WCR PHOTO | CHRIS MILLER
Fr. Marc Cramer says when he was working at a gas station, he prayed about whether he should become a priest. The answer? 'You'll be happier when you're a priest.'
February 25, 2013
WESTERN CATHOLIC REPORTER
In the eyes of Father Marc Cramer, a call to the priesthood "freaks out most young men."
Cramer says in his new role as archdiocesan vocations director, he will have to help those freaked-out young men reflect on the question, "Why is God calling me to something that I am not comfortable with, and is outside of my purview?"
In fact, God calls all people to action. The call to priestly or religious life, however, is a calling that often needs careful guidance from others.
Cramer, while still pastor of Sacred Heart Parish in Wetaskiwin, has been appointed vocations director, assuming the role from the former-Father Paul Terrio who has become bishop of St. Paul.
Archbishop Richard Smith told the WCR that Cramer has such an enthusiasm for the priesthood that selecting him as vocations director made perfect sense.
What's evident in Cramer are his openness to men who are discerning, and his willingness to serve them as they venture through the process, Smith said.
Another part of Cramer's duties as vocations director will be to help pastors and parish teams promote a culture of vocations. This is an important undertaking, said the archbishop, as promoting vocations is a pastoral priority of the archdiocese.
"With Father Marc, you can tell in the way he exercises his ministry that he has a real love for the priesthood. He is someone who would be very open and excited to invite others who might be discerning a call from the Lord to look very seriously at this," said Smith.
Terrio worked in the schools and parishes to promote the priesthood as well as with priests and parents. Cramer anticipates doing the same.

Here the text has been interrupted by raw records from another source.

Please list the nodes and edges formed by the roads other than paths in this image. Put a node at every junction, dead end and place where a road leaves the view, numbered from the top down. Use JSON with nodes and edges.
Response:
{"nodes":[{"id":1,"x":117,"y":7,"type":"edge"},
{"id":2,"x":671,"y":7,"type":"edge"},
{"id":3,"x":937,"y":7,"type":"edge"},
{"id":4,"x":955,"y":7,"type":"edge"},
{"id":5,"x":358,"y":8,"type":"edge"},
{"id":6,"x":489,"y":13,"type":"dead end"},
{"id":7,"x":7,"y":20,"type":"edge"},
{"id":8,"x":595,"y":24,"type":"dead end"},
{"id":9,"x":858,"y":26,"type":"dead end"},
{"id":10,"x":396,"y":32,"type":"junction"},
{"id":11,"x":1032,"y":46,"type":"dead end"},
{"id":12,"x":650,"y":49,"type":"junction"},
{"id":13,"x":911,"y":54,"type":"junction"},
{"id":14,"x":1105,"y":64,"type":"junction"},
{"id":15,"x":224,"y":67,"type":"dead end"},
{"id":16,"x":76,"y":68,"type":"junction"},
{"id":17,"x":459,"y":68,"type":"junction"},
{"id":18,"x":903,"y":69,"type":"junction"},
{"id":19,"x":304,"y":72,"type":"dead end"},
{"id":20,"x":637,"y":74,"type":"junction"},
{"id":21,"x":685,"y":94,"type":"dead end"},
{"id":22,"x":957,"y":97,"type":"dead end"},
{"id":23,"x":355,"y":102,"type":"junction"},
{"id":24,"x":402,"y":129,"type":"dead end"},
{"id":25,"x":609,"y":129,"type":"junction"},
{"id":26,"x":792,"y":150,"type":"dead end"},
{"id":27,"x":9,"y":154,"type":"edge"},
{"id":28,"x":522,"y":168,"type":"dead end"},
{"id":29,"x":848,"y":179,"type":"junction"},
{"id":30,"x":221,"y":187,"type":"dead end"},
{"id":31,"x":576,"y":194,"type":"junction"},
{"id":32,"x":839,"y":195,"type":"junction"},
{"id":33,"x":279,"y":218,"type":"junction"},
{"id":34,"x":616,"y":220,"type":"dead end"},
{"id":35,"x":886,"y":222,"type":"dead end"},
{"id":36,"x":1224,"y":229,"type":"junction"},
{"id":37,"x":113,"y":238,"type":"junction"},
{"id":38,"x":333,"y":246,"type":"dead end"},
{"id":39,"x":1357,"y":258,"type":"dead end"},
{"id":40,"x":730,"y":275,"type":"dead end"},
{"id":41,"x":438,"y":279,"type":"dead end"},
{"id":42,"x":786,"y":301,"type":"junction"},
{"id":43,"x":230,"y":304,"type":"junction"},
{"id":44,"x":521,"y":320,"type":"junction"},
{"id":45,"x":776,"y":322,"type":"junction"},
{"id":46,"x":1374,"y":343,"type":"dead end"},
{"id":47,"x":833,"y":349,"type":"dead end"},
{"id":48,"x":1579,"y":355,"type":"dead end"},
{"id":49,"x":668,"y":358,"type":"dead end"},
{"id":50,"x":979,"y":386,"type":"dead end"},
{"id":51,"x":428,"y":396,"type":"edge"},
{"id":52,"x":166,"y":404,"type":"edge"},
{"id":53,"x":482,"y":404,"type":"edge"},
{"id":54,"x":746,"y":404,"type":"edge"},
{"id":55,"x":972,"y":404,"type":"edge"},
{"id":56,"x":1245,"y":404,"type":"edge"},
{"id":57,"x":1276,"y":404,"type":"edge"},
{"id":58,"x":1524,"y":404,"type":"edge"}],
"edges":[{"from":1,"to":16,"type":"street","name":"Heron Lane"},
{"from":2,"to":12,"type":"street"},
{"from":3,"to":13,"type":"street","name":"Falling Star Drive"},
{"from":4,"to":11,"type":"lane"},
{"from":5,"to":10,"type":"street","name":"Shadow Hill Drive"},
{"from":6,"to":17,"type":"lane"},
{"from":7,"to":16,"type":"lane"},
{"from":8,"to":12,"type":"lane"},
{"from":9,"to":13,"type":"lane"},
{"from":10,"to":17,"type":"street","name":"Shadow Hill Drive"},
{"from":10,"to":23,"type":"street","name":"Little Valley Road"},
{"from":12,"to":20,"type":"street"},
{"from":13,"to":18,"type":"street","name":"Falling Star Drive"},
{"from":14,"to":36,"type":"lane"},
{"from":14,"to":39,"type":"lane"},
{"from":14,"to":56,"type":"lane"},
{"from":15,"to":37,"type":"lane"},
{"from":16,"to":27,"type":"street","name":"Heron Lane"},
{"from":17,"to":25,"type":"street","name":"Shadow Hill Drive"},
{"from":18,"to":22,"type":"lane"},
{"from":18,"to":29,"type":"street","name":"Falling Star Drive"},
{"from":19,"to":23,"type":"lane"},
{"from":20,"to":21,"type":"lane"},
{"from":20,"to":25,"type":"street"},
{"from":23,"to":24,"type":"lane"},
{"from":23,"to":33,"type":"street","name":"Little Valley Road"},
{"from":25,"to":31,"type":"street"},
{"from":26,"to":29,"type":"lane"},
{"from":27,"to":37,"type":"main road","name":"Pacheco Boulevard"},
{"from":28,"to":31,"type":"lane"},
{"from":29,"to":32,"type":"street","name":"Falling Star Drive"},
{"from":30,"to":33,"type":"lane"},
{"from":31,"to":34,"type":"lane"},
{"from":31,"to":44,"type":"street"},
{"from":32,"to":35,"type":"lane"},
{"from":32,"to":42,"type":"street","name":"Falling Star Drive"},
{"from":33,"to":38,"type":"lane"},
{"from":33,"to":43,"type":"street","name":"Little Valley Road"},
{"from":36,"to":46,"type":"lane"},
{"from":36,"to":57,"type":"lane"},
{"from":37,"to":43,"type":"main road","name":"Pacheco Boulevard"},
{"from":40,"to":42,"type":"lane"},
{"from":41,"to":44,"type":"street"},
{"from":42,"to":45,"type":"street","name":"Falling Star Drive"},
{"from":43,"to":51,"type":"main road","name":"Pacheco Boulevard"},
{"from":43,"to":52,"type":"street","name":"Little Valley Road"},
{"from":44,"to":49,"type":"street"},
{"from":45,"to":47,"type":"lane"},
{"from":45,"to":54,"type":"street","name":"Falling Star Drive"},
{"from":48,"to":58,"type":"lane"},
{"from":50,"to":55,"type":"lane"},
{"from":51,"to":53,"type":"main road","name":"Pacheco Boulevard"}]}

Part of his task will be to share his own unique journey with other men.
Raised in the hamlet of Cherry Grove, Alta., Cramer developed a love for the Scriptures, and learned about preaching and mission work. He had attended Catholic school and was a member of the local Catholic parish. But with no youth group, he turned to the Mormons at age 16.
He got married in 1994. The marriage lasted three years, and the Mormon Church later annulled it. Only after feeling a great sense of emptiness did he return to the Catholic faith of his youth.
While taking his undergraduate degree in education and working the graveyard shift at a gas station that he managed, he felt a calling towards the priesthood. He prayed about it.
"I got the answer back: you'll be happier when you're a priest," he said. "There was truth to that, I realize many years later. God was leading me."
As with any man contemplating a religious vocation, there was plenty for him to consider with his academic, spiritual, pastoral and human formation.
Cramer entered the seminary in 2001, and was ordained a priest in 2006. As vocations director, he expects to be in Edmonton about once a week.
Cramer drew a comparison between marriage and the priesthood. Just as there is more to discerning marriage than dating lots of women, discerning the priesthood is often a long, arduous, step-by-step procedure. A man might determine that he likes a certain woman, they start dating and only over time does he decide whether to marry her.
"No one can explain or talk clearly about marriage until they're married. Having been married, it's a little easier to explain. Or, if you've been a father, you can explain fatherhood to someone else. But until you experience it, you can't," said Cramer.
The same process applies to a priest explaining the priesthood to other men, he said.
Every vocation story is unique. Cramer listens to each man's circumstances and learns what brought him to that point. There is usually a calling of some sort, whether it's an internal prompting or people urging the man to consider the priesthood.
A mistaken view is that men who are sexually attracted to women should not discern the priesthood. On the contrary, Cramer said the same men who would make good husbands and fathers, men who are mature and balanced, are the ones who would make good priests.
Giving up sex is countercultural, he continued. But being celibate for the sake of the kingdom and giving up marriage and fatherhood are necessary sacrifices.
"It's a serious thing. Asking someone to marry you or becoming a priest is a serious thing, and not something to be taken lightly," said Cramer.
"Most people realize how inadequate they are. That's how it was for me - I felt the call, but I also felt my inadequacy."
The vocations director aims to have a prayer calendar in every home to establish a structured way for parishioners to pray for seminarians. Hosting a "vocations fair" is another idea.
Archbishop Smith emphasized that promoting vocations is everyone's responsibility, including parents of young Catholic men, to help young men discern their call to the priesthood.
"Who in our midst seems to be showing signs of a possible call from God to the priesthood?" he asked. "How do we encourage and invite them? How do we walk with these people, and help them in their discernment?"
Everyone is asked to respond to his own individual call, which emanates from Baptism, to a life of holiness, "but we should also be encouraging one another, if a call is felt from the Lord to follow him as a priest or as a member of a religious community," said Smith.